Writer: Juergen LindnerJuergen Lindner

Updated: Aug 7, 2024

Why RAG matters
Retrieval Augmented Generation (RAG)

Does RAG Still Matter? 

 

If you follow GenAi events and issues like we do, you cannot fail to have noticed the debate about whether to use Retrieval Augmented GenAI (RAG) or just use the public models (ChatGPT, Claude, Gemini etc.) directly? 

 

In recent years, the landscape of artificial intelligence has been significantly transformed by the advent of advanced language models. These models, such as GPT-4 and Anthropic 3.x, have demonstrated remarkable capabilities in understanding and generating human-like text, leading to a surge in their adoption across various industries. Two prominent approaches in this domain are Retrieval-Augmented Generation (RAG) and public Large Language Model (LLM) services. This article aims to contrast these two approaches and discuss the potential risks associated with the reduced availability of training data for public LLM services. 


Understanding RAG and Public LLM Services 

 

Retrieval-Augmented Generation (RAG) 

RAG combines the power of large language models with information retrieval techniques to enhance the quality and relevance of generated content.

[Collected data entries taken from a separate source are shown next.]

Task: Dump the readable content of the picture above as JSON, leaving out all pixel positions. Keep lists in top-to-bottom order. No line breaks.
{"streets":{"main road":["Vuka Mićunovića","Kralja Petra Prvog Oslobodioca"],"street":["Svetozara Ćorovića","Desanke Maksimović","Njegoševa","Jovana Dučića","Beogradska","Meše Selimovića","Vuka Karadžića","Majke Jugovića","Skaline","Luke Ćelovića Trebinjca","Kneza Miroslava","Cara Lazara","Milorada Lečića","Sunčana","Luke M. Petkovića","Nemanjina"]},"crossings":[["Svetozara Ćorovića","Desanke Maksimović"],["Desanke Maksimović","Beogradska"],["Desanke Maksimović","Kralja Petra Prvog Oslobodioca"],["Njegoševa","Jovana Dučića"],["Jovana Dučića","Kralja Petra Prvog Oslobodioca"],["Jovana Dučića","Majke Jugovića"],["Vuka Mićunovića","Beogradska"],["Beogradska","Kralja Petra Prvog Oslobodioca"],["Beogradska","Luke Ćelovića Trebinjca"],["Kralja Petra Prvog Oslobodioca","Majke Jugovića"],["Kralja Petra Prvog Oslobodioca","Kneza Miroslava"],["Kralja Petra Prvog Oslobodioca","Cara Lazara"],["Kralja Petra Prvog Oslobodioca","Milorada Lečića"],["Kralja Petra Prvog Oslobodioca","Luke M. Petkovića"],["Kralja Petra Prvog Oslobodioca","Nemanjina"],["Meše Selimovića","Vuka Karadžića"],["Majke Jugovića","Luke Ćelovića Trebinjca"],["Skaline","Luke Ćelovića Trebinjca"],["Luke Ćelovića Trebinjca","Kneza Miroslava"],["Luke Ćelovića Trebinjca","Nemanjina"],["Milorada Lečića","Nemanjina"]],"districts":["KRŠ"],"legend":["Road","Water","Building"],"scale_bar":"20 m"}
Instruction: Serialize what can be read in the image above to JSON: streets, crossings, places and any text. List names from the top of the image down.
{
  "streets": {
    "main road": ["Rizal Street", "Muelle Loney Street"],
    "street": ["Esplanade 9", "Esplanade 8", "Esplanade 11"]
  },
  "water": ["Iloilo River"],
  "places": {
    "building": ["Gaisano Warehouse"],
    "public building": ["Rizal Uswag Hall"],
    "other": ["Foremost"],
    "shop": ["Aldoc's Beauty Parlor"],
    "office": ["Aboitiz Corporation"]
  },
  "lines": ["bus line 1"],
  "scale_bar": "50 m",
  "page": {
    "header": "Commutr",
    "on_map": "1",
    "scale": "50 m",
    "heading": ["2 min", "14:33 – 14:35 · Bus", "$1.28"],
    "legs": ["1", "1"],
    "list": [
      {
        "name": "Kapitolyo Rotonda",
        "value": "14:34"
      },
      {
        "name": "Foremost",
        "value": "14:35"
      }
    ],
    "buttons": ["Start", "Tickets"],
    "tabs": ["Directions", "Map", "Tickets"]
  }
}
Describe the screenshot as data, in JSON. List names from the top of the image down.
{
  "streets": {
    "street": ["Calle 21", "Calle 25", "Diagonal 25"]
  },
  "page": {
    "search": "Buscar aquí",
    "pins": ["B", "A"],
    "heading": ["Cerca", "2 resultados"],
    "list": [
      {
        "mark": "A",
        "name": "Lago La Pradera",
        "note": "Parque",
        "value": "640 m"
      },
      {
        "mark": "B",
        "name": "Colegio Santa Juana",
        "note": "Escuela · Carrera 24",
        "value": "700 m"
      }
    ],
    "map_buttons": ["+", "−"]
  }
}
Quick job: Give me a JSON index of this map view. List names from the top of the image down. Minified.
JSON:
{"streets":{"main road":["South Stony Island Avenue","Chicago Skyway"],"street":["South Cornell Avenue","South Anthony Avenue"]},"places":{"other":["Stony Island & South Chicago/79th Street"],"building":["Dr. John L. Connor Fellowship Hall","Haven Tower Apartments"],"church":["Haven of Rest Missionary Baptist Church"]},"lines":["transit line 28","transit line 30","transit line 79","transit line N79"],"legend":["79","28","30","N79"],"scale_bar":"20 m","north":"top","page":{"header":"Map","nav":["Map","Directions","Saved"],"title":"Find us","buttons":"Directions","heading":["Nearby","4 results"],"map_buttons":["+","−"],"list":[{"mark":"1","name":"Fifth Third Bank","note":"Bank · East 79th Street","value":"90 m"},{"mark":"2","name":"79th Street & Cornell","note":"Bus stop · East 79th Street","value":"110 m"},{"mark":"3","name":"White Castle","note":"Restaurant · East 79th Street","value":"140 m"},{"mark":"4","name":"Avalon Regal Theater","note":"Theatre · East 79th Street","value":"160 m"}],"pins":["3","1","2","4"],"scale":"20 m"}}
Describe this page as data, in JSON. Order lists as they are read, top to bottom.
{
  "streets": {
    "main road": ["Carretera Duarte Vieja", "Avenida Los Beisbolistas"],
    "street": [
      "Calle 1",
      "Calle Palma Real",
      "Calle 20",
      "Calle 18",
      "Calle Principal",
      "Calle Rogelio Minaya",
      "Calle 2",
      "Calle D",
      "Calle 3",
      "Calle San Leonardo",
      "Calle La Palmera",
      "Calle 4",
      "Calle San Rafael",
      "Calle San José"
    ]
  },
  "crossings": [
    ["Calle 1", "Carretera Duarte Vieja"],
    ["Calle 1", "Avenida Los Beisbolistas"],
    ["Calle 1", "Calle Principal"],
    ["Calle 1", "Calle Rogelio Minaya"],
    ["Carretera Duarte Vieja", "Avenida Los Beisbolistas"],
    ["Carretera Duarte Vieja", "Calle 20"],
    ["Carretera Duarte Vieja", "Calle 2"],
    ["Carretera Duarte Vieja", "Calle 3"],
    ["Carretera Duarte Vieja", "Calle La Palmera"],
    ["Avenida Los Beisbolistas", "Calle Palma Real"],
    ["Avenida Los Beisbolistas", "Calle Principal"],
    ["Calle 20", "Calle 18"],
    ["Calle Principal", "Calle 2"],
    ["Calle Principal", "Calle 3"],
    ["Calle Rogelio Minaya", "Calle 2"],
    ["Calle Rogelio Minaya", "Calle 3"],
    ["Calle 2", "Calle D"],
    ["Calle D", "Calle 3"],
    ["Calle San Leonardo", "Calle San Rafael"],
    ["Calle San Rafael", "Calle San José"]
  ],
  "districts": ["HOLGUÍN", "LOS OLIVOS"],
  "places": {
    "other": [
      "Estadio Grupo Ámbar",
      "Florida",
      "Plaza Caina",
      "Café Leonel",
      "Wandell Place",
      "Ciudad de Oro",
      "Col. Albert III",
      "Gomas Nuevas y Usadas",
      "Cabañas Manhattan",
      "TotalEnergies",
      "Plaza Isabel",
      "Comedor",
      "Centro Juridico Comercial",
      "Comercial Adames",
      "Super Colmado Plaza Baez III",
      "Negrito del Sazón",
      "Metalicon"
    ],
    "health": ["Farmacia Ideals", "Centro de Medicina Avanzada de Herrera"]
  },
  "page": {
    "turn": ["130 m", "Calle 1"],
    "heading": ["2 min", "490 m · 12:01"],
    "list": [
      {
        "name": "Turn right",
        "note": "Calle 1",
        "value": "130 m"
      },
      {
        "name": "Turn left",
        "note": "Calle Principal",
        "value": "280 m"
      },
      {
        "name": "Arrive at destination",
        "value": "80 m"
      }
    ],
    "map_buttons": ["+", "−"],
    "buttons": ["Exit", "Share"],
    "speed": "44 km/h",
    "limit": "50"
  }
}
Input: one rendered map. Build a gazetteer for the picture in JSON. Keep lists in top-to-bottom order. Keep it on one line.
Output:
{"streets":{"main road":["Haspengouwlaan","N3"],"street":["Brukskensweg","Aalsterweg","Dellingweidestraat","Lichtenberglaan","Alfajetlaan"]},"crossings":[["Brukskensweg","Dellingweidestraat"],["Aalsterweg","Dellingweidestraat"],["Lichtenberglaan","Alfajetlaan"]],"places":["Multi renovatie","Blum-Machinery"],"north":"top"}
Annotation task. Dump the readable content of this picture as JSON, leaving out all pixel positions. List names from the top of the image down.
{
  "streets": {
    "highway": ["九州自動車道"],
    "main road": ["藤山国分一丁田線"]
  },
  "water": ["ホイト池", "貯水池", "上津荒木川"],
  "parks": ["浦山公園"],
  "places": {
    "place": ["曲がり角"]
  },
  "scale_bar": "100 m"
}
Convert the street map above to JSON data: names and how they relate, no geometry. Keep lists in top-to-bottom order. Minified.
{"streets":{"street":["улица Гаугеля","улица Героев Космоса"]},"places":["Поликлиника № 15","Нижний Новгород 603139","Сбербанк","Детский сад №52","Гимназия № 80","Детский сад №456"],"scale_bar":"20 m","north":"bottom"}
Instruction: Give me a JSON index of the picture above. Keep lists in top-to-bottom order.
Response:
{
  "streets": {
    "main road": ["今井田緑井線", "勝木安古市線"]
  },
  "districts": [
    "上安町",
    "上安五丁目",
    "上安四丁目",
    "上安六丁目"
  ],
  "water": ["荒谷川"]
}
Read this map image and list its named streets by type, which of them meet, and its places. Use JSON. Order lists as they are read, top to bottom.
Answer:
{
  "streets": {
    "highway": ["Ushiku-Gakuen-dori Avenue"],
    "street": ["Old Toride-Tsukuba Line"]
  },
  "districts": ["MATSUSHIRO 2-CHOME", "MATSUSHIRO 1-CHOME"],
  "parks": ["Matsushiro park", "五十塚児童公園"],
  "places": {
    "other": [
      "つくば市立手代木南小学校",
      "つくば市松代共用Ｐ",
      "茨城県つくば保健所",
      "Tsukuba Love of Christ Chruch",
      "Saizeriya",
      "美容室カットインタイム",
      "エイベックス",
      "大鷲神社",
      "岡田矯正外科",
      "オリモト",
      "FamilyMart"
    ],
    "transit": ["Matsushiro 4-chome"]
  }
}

In this approach, the model is not solely reliant on its pre-trained knowledge but can actively retrieve and incorporate external information to generate responses. 

 

Public Large Language Model (LLM) Services 

Public LLM services, on the other hand, rely solely on the pre-trained knowledge encoded in the model during its training phase. These models, such as OpenAI's GPT-4, are trained on vast datasets encompassing diverse text from the internet, books, articles, and other sources. Once deployed, they generate responses based on their learned patterns and knowledge without actively retrieving external information. 

 

And Now the Reality…. 

The public model vendors will tell you that you should just use their models as they’ve been trained on mountains of data and can do everything. That was never really the case to begin with but, there’s a new trend that may make RAG even more important for companies that need accurate, contextual answers to their questions. 

 

The public LLM models were largely trained on free data that the LLM companies were able to scrape and harvest. More and more companies with public content sites are now starting to restrict scrapers and enforcing copyright protections to stop LLM model companies from using their data for free. Some companies are suing the LLM model companies for copyright violations and theft. If new data sources and access to existing data sources dries up, this presents several risks to public LLM services: 

 

  1. Diminished Performance and Accuracy 

  1. Bias and Fairness Issues 

  1. Outdated Information 

  1. Increased Dependency on Proprietary Data Sources 

 

The impact on end user companies will be that LLM data may not be as bountiful, as current or as accurate as you need for evolving information needs. Using RAG allows you to use your own institutional knowledge as a base and supplement that with public information as needed. Most of your internal content has been edited, vetted and can generally be trusted as genuine and accurate. The same can be said of professional subscription content providers such as research companies, industry associations and academic institutions.  


Conclusion 

Retrieval-Augmented Generation and public LLM services each offer unique advantages and face distinct challenges. RAG provides enhanced accuracy and relevance through real-time information retrieval, while public LLM services offer broad accessibility and rapid response generation. However, the reduced availability of training data poses significant risks to the performance, fairness, and adaptability of public LLM services. Addressing these risks requires concerted efforts to maintain open access to diverse and high-quality datasets, ensuring the continued advancement and equitable distribution of AI capabilities. 

 

One ways companies can mitigate this risk is build a RAG strategy around your own knowledge base and supplement that with external LLM services when required. 


About Evise.ai 

 

Evise.ai helps consultancies and advisory companies to harness the power of Generative AI with a turnkey platform, so that they can focus on reinventing their core business for relevance in the age of AI. Many consultancies and advisory companies are intrigued by the transformative impact of Generative AI, but often lack the talent and financial resources to create sustainable Generative AI strategies. This is where Evise.ai comes. We provide a purpose-built, turnkey Generative AI platform for sustainable business value realization. 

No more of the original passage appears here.